Coca Cola Goes Green

By Pearlowa
Coca Cola Goes Green
Coca Cola has used their familiar and distinctive curved script since 1887. And since the 1920s their famous logo has been placed on a red background on the company's classic cola. 
Now Coca Cola is drifting away from its iconic red color, and have launched a new look in Argentina. Coca-Cola Life, distinguished by its green label, is marketed as a "natural" and "green" low-calorie beverage in  a fully recyclable bottle that's made with 30% plant material.

Coca Cola says the bottle 'looks, functions and recycles just like traditional PET plastic, but does so with a lighter footprint on the planet and its scarce resources.'


As for the drink, it is a mix of sugar and stevia,  giving 108 calories, and offering a middle choice between Diet Coke, which has zero calories per 600 milliliters, and regular Coke, which has 250.

 What's so natural about this new drink? That would be the zero-calorie sweetener made from the stevia plant (marketed under the brand Truvia* in the U.S.). The sugar substitute has been making its way into more Coke products lately, including its Vitamin Water line and Seagram's ginger ale, in an effort to reduce calories and combat obesity.


Coca Cola Goes Green

*Truvia ® is the trademark of Cargill for steviol glycosides (stevia).

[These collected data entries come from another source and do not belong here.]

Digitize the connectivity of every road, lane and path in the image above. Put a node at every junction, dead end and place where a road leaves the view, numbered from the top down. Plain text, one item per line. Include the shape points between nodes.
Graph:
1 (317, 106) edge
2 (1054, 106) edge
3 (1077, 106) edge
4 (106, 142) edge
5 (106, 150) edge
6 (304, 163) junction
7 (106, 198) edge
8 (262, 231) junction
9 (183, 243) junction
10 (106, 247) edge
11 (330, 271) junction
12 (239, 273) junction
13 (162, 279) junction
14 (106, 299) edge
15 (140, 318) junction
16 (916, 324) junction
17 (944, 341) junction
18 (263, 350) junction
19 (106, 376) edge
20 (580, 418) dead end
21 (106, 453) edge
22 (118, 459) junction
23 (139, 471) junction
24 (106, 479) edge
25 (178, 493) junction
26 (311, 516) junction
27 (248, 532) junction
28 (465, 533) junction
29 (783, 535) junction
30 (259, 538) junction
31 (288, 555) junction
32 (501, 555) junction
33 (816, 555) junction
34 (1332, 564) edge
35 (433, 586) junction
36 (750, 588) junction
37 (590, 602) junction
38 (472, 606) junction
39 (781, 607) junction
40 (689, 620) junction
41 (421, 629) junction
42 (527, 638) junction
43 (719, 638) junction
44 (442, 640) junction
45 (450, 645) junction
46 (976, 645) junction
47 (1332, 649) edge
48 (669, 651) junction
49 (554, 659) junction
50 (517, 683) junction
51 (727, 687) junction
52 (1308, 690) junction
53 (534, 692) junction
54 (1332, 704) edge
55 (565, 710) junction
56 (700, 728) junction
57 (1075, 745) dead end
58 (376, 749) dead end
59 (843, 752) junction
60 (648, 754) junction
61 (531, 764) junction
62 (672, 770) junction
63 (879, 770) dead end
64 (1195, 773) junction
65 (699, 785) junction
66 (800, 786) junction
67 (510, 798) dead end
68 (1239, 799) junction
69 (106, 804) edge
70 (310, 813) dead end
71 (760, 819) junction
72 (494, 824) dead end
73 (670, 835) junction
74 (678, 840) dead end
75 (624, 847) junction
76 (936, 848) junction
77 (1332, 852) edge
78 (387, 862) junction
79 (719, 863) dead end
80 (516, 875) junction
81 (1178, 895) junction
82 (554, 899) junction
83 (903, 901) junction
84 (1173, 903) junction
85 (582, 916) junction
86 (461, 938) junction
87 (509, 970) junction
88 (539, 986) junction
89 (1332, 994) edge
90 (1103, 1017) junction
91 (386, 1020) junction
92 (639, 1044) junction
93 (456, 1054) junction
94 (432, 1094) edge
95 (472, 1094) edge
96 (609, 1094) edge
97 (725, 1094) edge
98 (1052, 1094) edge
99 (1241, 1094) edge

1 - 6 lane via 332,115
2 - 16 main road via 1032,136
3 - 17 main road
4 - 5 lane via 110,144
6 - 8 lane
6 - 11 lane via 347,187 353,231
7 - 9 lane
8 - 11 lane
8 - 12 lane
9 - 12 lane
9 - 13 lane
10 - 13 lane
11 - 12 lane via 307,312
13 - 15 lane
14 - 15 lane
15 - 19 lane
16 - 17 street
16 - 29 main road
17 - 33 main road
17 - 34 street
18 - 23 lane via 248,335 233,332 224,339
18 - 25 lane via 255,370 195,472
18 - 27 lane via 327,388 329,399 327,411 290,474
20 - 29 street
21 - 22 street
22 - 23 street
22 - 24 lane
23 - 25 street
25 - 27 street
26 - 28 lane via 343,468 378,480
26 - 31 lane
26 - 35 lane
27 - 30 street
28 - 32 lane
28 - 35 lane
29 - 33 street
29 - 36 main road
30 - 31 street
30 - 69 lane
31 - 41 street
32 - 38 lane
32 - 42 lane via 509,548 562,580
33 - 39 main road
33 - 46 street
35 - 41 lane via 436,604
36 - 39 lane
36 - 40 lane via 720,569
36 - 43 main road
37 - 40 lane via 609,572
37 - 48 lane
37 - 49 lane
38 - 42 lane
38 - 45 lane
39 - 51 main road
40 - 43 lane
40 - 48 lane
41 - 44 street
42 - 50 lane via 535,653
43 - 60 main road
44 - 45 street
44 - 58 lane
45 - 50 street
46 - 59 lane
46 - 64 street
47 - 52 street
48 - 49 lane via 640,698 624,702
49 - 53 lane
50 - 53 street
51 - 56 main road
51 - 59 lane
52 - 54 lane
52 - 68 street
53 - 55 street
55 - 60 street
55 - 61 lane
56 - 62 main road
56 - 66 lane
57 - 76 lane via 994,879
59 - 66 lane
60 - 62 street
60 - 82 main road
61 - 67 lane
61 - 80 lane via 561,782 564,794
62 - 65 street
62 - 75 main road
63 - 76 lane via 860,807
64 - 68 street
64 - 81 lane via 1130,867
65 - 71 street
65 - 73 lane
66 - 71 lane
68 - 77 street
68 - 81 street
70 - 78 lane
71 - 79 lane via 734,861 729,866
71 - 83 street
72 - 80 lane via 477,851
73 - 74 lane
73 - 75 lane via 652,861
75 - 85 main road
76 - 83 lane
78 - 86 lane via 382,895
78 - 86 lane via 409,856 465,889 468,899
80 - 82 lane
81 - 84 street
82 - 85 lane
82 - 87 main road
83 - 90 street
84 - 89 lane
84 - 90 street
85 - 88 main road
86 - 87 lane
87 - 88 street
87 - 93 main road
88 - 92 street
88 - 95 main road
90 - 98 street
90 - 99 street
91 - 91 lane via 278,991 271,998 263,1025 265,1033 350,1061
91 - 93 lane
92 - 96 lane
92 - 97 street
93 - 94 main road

It is a natural extract high purity obtained from the best tasting part of the stevia leaf without being chemically altered at any time.
Truvia ® exists commercially in different products and is used in Coca-Cola Life.
The natural sweetener Truvia ® is not genetically modified. Stevia varieties currently in production have been developed through crop improvement techniques and optimization. No known varieties of GM Stevia available worldwide.